Die Zuger bekommen nicht nur einen sehr guten, sondern auch einen überaus pflegeleichten Torhüter. Wo der intelligente Musterprofi spielt, ist er im Team und im Umfeld sehr beliebt und eine Integrationsfigur. Tobias Stephan ist im besten Sinne des Wortes ein «Franchise Player». Dieses höchste Lob gibt es in Nordamerika für einen Einzelspieler, der dazu in der Lage ist, ein Sportunternehmen auf und neben dem Eis besser zu machen.

 

Keine Garantie für zweiten Titel

Natürlich garantiert Tobias Stephan den Zugern nicht den zweiten Titel nach 1998. Aber er schafft die Voraussetzungen für einen Titelgewinn.

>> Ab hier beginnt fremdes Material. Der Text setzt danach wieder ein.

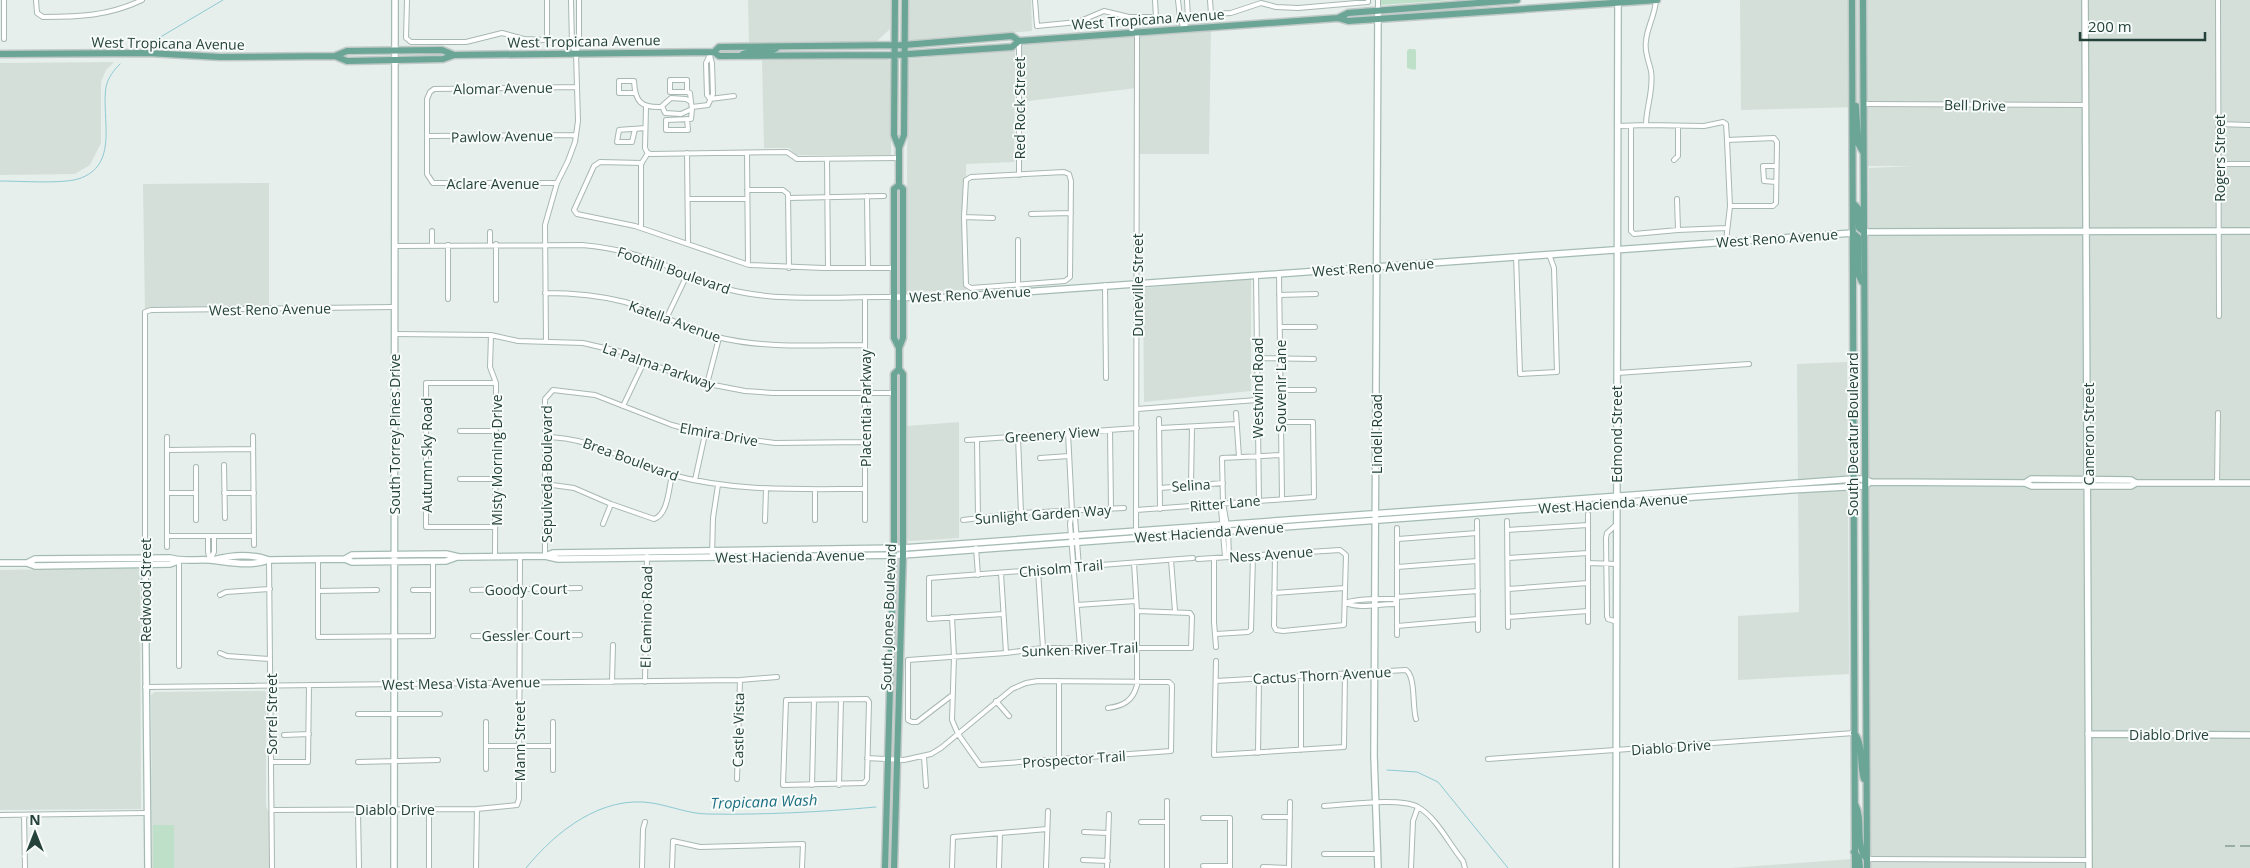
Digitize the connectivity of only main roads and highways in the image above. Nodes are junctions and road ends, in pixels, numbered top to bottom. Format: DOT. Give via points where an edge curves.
graph roads {
  1 [pos="895,0"];
  2 [pos="905,0"];
  3 [pos="1517,0"];
  4 [pos="1656,0"];
  5 [pos="1852,0"];
  6 [pos="1863,0"];
  7 [pos="1618,1"];
  8 [pos="1461,4"];
  9 [pos="1469,4"];
  10 [pos="1550,4"];
  11 [pos="1470,13"];
  12 [pos="1462,14"];
  13 [pos="1338,18"];
  14 [pos="1019,41"];
  15 [pos="894,45"];
  16 [pos="904,45"];
  17 [pos="779,46"];
  18 [pos="0,54"];
  19 [pos="711,54"];
  20 [pos="904,54"];
  21 [pos="454,55"];
  22 [pos="894,55"];
  23 [pos="335,56"];
  24 [pos="739,56"];
  25 [pos="1853,69"];
  26 [pos="1853,104"];
  27 [pos="1864,104"];
  28 [pos="899,148"];
  29 [pos="1863,152"];
  30 [pos="899,184"];
  31 [pos="1853,203"];
  32 [pos="1864,232"];
  33 [pos="1853,233"];
  34 [pos="1864,286"];
  35 [pos="899,348"];
  36 [pos="899,369"];
  37 [pos="894,435"];
  38 [pos="903,435"];
  39 [pos="1854,733"];
  40 [pos="1866,786"];
  41 [pos="1854,802"];
  42 [pos="886,829"];
  43 [pos="1854,852"];
  44 [pos="894,853"];
  45 [pos="1867,859"];
  46 [pos="885,868"];
  47 [pos="894,868"];
  48 [pos="1854,868"];
  49 [pos="1860,868"];
  50 [pos="1867,868"];
  1 -- 15 [label="main road, South Jones Boulevard"];
  2 -- 16 [label="main road, South Jones Boulevard"];
  3 -- 9 [label="main road, West Tropicana Avenue"];
  4 -- 7 [label="main road, West Tropicana Avenue"];
  5 -- 25 [label="main road, South Decatur Boulevard"];
  6 -- 27 [label="main road, South Decatur Boulevard"];
  7 -- 10 [label="main road, West Tropicana Avenue"];
  8 -- 9 [label="main road, West Tropicana Avenue"];
  8 -- 12 [label="main road"];
  8 -- 13 [label="main road, West Tropicana Avenue" via="1348,12"];
  9 -- 11 [label="main road"];
  10 -- 11 [label="main road, West Tropicana Avenue"];
  11 -- 12 [label="main road, West Tropicana Avenue"];
  12 -- 13 [label="main road, West Tropicana Avenue" via="1348,21"];
  13 -- 14 [label="main road, West Tropicana Avenue"];
  14 -- 16 [label="main road, West Tropicana Avenue" via="1012,36"];
  14 -- 20 [label="main road, West Tropicana Avenue" via="1012,47"];
  15 -- 16 [label="main road, West Tropicana Avenue"];
  15 -- 17 [label="main road, West Tropicana Avenue"];
  15 -- 22 [label="main road, South Jones Boulevard"];
  16 -- 20 [label="main road, South Jones Boulevard"];
  17 -- 19 [label="main road, West Tropicana Avenue" via="719,47"];
  17 -- 24 [label="main road" via="774,50 750,51"];
  18 -- 23 [label="main road, West Tropicana Avenue"];
  19 -- 21 [label="main road, West Tropicana Avenue"];
  19 -- 24 [label="main road, West Tropicana Avenue"];
  20 -- 22 [label="main road, West Tropicana Avenue"];
  20 -- 28 [label="main road, South Jones Boulevard" via="904,135"];
  21 -- 23 [label="main road, West Tropicana Avenue" via="443,59 395,60 347,60"];
  21 -- 23 [label="main road, West Tropicana Avenue" via="442,50 395,50 347,51"];
  22 -- 24 [label="main road, West Tropicana Avenue"];
  22 -- 28 [label="main road, South Jones Boulevard" via="894,135"];
  25 -- 26 [label="main road, South Decatur Boulevard"];
  25 -- 27 [label="main road" via="1858,99"];
  26 -- 29 [label="main road" via="1857,110 1858,143"];
  26 -- 31 [label="main road, South Decatur Boulevard"];
  27 -- 29 [label="main road, South Decatur Boulevard"];
  28 -- 30 [label="main road, South Jones Boulevard"];
  29 -- 32 [label="main road, South Decatur Boulevard"];
  30 -- 35 [label="main road, South Jones Boulevard" via="903,189 903,338"];
  30 -- 35 [label="main road, South Jones Boulevard" via="894,189 894,338"];
  31 -- 32 [label="main road" via="1858,208 1859,228"];
  31 -- 33 [label="main road, South Decatur Boulevard"];
  32 -- 34 [label="main road, South Decatur Boulevard"];
  33 -- 34 [label="main road" via="1858,237 1858,274"];
  33 -- 39 [label="main road, South Decatur Boulevard"];
  34 -- 40 [label="main road, South Decatur Boulevard"];
  35 -- 36 [label="main road, South Jones Boulevard"];
  36 -- 37 [label="main road, South Jones Boulevard" via="894,374"];
  36 -- 38 [label="main road, South Jones Boulevard" via="903,374"];
  37 -- 38 [label="main road"];
  37 -- 42 [label="main road, South Jones Boulevard"];
  38 -- 44 [label="main road, South Jones Boulevard"];
  39 -- 40 [label="main road" via="1860,740 1860,769"];
  39 -- 41 [label="main road, South Decatur Boulevard"];
  40 -- 45 [label="main road, South Decatur Boulevard"];
  41 -- 43 [label="main road, South Decatur Boulevard"];
  41 -- 45 [label="main road" via="1860,813 1861,853"];
  42 -- 44 [label="main road"];
  42 -- 46 [label="main road, South Jones Boulevard"];
  43 -- 48 [label="main road, South Decatur Boulevard"];
  43 -- 49 [label="main road" via="1859,858"];
  44 -- 47 [label="main road, South Jones Boulevard"];
  45 -- 50 [label="main road, South Decatur Boulevard"];
}
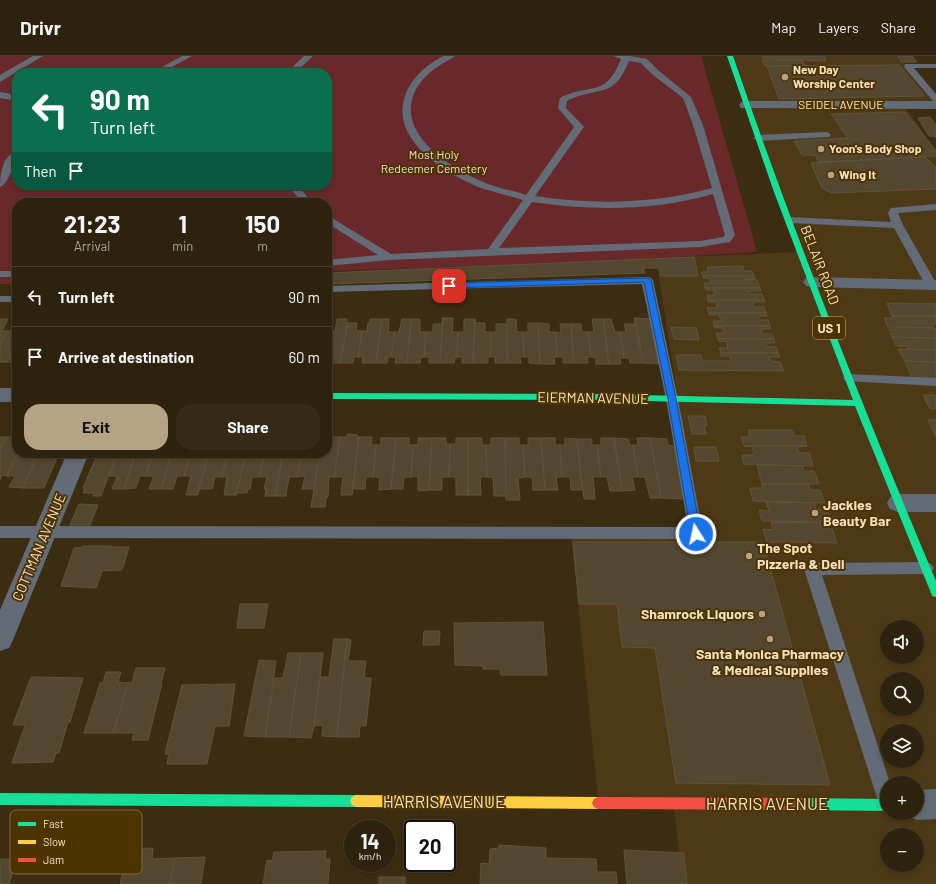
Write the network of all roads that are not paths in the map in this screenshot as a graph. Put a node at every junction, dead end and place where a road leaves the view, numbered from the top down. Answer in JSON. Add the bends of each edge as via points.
{"nodes":[{"id":1,"x":39,"y":56,"type":"edge"},
{"id":2,"x":188,"y":56,"type":"edge"},
{"id":3,"x":309,"y":56,"type":"edge"},
{"id":4,"x":450,"y":56,"type":"edge"},
{"id":5,"x":730,"y":56,"type":"edge"},
{"id":6,"x":621,"y":57,"type":"edge"},
{"id":7,"x":645,"y":58,"type":"edge"},
{"id":8,"x":936,"y":66,"type":"edge"},
{"id":9,"x":19,"y":68,"type":"edge"},
{"id":10,"x":165,"y":68,"type":"edge"},
{"id":11,"x":296,"y":68,"type":"edge"},
{"id":12,"x":12,"y":72,"type":"edge"},
{"id":13,"x":0,"y":79,"type":"edge"},
{"id":14,"x":0,"y":94,"type":"edge"},
{"id":15,"x":12,"y":97,"type":"edge"},
{"id":16,"x":936,"y":99,"type":"edge"},
{"id":17,"x":746,"y":105,"type":"junction"},
{"id":18,"x":936,"y":105,"type":"edge"},
{"id":19,"x":826,"y":135,"type":"dead end"},
{"id":20,"x":758,"y":138,"type":"junction"},
{"id":21,"x":12,"y":159,"type":"edge"},
{"id":22,"x":0,"y":184,"type":"edge"},
{"id":23,"x":296,"y":190,"type":"edge"},
{"id":24,"x":716,"y":190,"type":"junction"},
{"id":25,"x":304,"y":198,"type":"edge"},
{"id":26,"x":530,"y":198,"type":"junction"},
{"id":27,"x":936,"y":207,"type":"edge"},
{"id":28,"x":789,"y":220,"type":"junction"},
{"id":29,"x":332,"y":221,"type":"edge"},
{"id":30,"x":898,"y":224,"type":"junction"},
{"id":31,"x":491,"y":252,"type":"junction"},
{"id":32,"x":389,"y":257,"type":"junction"},
{"id":33,"x":332,"y":263,"type":"edge"},
{"id":34,"x":0,"y":274,"type":"edge"},
{"id":35,"x":12,"y":274,"type":"edge"},
{"id":36,"x":812,"y":282,"type":"junction"},
{"id":37,"x":934,"y":284,"type":"edge"},
{"id":38,"x":332,"y":289,"type":"edge"},
{"id":39,"x":12,"y":298,"type":"edge"},
{"id":40,"x":0,"y":299,"type":"edge"},
{"id":41,"x":849,"y":378,"type":"junction"},
{"id":42,"x":936,"y":382,"type":"edge"},
{"id":43,"x":0,"y":395,"type":"edge"},
{"id":44,"x":12,"y":395,"type":"edge"},
{"id":45,"x":332,"y":396,"type":"edge"},
{"id":46,"x":672,"y":399,"type":"junction"},
{"id":47,"x":859,"y":402,"type":"junction"},
{"id":48,"x":76,"y":458,"type":"edge"},
{"id":49,"x":898,"y":503,"type":"junction"},
{"id":50,"x":936,"y":503,"type":"edge"},
{"id":51,"x":0,"y":532,"type":"edge"},
{"id":52,"x":45,"y":533,"type":"junction"},
{"id":53,"x":926,"y":568,"type":"junction"},
{"id":54,"x":936,"y":592,"type":"edge"},
{"id":55,"x":0,"y":640,"type":"edge"},
{"id":56,"x":880,"y":779,"type":"edge"},
{"id":57,"x":0,"y":799,"type":"edge"},
{"id":58,"x":924,"y":804,"type":"edge"},
{"id":59,"x":936,"y":804,"type":"edge"},
{"id":60,"x":880,"y":805,"type":"edge"}],
"edges":[{"from":1,"to":9,"type":"lane"},
{"from":2,"to":10,"type":"lane"},
{"from":3,"to":11,"type":"lane"},
{"from":4,"to":26,"type":"lane","via":[[423,74],[408,95],[406,114],[412,132],[432,155],[453,170],[491,187]]},
{"from":5,"to":17,"type":"street","name":"BELAIR ROAD","number":"US 1"},
{"from":6,"to":7,"type":"lane"},
{"from":6,"to":26,"type":"lane","via":[[615,80],[606,87],[570,95],[563,100],[562,108],[580,127]]},
{"from":7,"to":24,"type":"lane","via":[[656,73],[687,98],[698,125]]},
{"from":8,"to":16,"type":"lane","via":[[908,66]]},
{"from":12,"to":13,"type":"lane"},
{"from":14,"to":15,"type":"lane"},
{"from":17,"to":18,"type":"street","name":"SEIDEL AVENUE"},
{"from":17,"to":20,"type":"street","name":"BELAIR ROAD","number":"US 1"},
{"from":19,"to":20,"type":"lane"},
{"from":20,"to":28,"type":"street","name":"BELAIR ROAD","number":"US 1"},
{"from":21,"to":22,"type":"lane"},
{"from":23,"to":25,"type":"lane"},
{"from":24,"to":26,"type":"lane","via":[[681,201],[620,206],[569,204]]},
{"from":24,"to":31,"type":"lane","via":[[730,235],[726,240],[700,244]]},
{"from":26,"to":31,"type":"lane"},
{"from":27,"to":30,"type":"lane","via":[[895,210]]},
{"from":28,"to":30,"type":"lane"},
{"from":28,"to":36,"type":"street","name":"BELAIR ROAD","number":"US 1"},
{"from":29,"to":32,"type":"lane"},
{"from":30,"to":37,"type":"lane"},
{"from":31,"to":32,"type":"lane"},
{"from":32,"to":33,"type":"lane"},
{"from":34,"to":35,"type":"lane"},
{"from":36,"to":37,"type":"street"},
{"from":36,"to":41,"type":"street","name":"BELAIR ROAD","number":"US 1"},
{"from":38,"to":46,"type":"lane","via":[[647,280]]},
{"from":39,"to":40,"type":"lane"},
{"from":41,"to":42,"type":"lane"},
{"from":41,"to":47,"type":"street","name":"BELAIR ROAD","number":"US 1"},
{"from":43,"to":44,"type":"street"},
{"from":45,"to":46,"type":"street","name":"EIERMAN AVENUE"},
{"from":46,"to":47,"type":"street","name":"EIERMAN AVENUE"},
{"from":46,"to":52,"type":"lane","via":[[696,534]]},
{"from":47,"to":49,"type":"street","name":"BELAIR ROAD","number":"US 1"},
{"from":48,"to":52,"type":"street","name":"COTTMAN AVENUE"},
{"from":49,"to":50,"type":"street"},
{"from":49,"to":53,"type":"street","name":"BELAIR ROAD","number":"US 1"},
{"from":51,"to":52,"type":"lane"},
{"from":52,"to":55,"type":"street","name":"COTTMAN AVENUE"},
{"from":53,"to":54,"type":"street","name":"BELAIR ROAD","number":"US 1"},
{"from":53,"to":56,"type":"lane","via":[[812,569]]},
{"from":57,"to":60,"type":"street","name":"HARRIS AVENUE"},
{"from":58,"to":59,"type":"street"}]}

Trainer Doug Shedden hat in Zug seinen Vertrag bis 2015 verlängert. Für die Saison 2014/15 wird er Tobias Stephan auf jeden Fall zur Verfügung haben. Die Ausrede für sein Scheitern in den Halbfinals von 2009, 2010, 2011 und 2012 – das Versagen der Goalies – wird er, so die Hockeygötter wollen, nicht mehr bringen können.

 

Der Transfer von Tobias Stephan verändert also nicht nur unsere Hockeylandkarte, sondern auch die Karriere von Doug Shedden, dem Coach, der keine Meisterschaften gewinnen kann. Und darüber hinaus bringt sich Zugs Sportchef Jakub Horak durch sein Transfer-Meisterstück unter Leistungsdruck: Nun ist es an ihm, die Mannschaft so zu ergänzen und so mit den richtigen vier ausländischen Feldspielern zu verstärken, dass es im Frühjahr 2015 tatsächlich möglich wird, im Titelkampf eine entscheidende Rolle zu spielen.